*TASK STATEMENT*. All lines holding the word "name" are to be copied from the records beneath.

[[ EXERCISE MATERIAL, beginning ]]

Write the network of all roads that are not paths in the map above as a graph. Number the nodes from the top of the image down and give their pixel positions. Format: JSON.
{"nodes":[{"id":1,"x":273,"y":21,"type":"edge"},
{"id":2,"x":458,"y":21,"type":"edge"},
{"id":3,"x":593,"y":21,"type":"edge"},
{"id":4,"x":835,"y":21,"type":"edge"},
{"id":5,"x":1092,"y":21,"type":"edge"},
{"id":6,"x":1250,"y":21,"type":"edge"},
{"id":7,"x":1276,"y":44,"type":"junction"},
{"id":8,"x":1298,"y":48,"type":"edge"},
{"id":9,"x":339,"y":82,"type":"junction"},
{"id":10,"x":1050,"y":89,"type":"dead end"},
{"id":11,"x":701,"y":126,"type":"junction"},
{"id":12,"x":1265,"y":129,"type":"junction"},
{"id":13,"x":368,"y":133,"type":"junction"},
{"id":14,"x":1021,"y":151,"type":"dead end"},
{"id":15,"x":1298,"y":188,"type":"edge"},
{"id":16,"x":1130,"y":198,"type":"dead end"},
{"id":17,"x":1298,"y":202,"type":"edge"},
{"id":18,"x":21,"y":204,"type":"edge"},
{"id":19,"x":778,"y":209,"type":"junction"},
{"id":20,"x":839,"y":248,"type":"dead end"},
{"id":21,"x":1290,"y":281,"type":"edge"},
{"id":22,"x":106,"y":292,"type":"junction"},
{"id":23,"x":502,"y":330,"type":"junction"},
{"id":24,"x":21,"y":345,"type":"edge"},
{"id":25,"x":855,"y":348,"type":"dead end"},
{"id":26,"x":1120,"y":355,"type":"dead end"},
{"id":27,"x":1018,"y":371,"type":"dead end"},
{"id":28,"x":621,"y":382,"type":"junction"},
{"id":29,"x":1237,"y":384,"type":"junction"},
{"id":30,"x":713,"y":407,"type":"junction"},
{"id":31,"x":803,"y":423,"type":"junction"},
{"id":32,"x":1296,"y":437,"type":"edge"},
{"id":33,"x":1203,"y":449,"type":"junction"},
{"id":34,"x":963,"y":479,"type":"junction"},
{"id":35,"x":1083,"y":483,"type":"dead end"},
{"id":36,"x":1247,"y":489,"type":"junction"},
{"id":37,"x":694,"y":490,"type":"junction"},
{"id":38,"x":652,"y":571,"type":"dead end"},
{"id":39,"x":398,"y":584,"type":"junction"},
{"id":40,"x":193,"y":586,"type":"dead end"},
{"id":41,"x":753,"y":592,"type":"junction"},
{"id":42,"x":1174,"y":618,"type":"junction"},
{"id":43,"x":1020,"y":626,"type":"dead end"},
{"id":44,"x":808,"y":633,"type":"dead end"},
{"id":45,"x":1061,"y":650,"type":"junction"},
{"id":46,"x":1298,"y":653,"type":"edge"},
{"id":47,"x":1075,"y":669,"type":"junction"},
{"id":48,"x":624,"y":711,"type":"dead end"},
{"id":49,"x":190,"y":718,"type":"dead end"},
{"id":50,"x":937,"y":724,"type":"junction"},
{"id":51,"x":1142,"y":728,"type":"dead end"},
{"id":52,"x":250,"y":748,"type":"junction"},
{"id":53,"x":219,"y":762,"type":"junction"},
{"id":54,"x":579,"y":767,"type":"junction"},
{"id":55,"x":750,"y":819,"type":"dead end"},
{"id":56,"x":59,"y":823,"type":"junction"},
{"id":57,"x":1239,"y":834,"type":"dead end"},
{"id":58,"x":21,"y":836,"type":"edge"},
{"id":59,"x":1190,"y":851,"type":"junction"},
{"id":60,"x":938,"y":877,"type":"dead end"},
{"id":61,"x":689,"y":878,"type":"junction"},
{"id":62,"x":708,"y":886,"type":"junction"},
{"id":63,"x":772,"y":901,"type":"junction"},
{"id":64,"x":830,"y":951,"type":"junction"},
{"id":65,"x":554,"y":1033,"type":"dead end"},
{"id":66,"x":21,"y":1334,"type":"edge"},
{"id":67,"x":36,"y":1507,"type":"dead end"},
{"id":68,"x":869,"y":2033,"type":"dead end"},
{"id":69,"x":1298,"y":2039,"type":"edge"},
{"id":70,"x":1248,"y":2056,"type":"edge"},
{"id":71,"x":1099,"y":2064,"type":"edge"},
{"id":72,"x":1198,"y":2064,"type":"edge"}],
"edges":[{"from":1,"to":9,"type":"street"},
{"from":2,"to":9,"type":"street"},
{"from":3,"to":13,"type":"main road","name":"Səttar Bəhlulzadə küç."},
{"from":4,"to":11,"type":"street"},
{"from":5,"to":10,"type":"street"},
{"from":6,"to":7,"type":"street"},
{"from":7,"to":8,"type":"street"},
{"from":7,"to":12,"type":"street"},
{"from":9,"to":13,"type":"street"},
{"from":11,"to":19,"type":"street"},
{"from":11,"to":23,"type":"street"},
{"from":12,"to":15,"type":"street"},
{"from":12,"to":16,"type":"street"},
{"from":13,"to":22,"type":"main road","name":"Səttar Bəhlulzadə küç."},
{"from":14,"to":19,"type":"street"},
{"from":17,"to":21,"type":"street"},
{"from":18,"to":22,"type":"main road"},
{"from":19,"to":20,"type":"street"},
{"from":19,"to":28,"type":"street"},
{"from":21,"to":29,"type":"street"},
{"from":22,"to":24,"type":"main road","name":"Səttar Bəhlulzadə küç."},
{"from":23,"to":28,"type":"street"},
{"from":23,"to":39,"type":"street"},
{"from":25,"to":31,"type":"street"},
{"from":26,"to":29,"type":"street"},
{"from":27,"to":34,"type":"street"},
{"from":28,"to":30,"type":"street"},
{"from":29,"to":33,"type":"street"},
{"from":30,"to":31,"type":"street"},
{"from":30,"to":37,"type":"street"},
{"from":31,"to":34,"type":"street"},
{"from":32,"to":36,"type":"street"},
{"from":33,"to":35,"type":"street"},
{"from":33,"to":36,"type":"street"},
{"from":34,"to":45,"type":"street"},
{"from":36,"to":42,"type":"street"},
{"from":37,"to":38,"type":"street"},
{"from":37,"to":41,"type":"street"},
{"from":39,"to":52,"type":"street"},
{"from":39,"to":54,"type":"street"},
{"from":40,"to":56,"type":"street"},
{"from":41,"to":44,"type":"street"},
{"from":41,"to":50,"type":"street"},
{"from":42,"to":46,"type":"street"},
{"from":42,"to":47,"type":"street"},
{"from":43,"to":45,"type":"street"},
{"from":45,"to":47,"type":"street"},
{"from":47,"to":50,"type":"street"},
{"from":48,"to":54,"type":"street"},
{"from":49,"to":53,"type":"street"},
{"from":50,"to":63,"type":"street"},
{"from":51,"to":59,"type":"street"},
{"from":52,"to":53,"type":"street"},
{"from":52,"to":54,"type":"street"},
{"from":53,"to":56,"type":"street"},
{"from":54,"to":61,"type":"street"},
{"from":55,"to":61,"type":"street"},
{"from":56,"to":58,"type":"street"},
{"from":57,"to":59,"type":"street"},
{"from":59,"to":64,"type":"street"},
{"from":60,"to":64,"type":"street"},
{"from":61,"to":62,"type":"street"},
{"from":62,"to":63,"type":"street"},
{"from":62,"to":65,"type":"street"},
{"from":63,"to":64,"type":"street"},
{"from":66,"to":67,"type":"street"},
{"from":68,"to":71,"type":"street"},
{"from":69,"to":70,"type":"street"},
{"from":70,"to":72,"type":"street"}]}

[[ EXERCISE MATERIAL, end ]]

*WRITTEN REPLY*.
{"from":3,"to":13,"type":"main road","name":"Səttar Bəhlulzadə küç."},
{"from":13,"to":22,"type":"main road","name":"Səttar Bəhlulzadə küç."},
{"from":22,"to":24,"type":"main road","name":"Səttar Bəhlulzadə küç."},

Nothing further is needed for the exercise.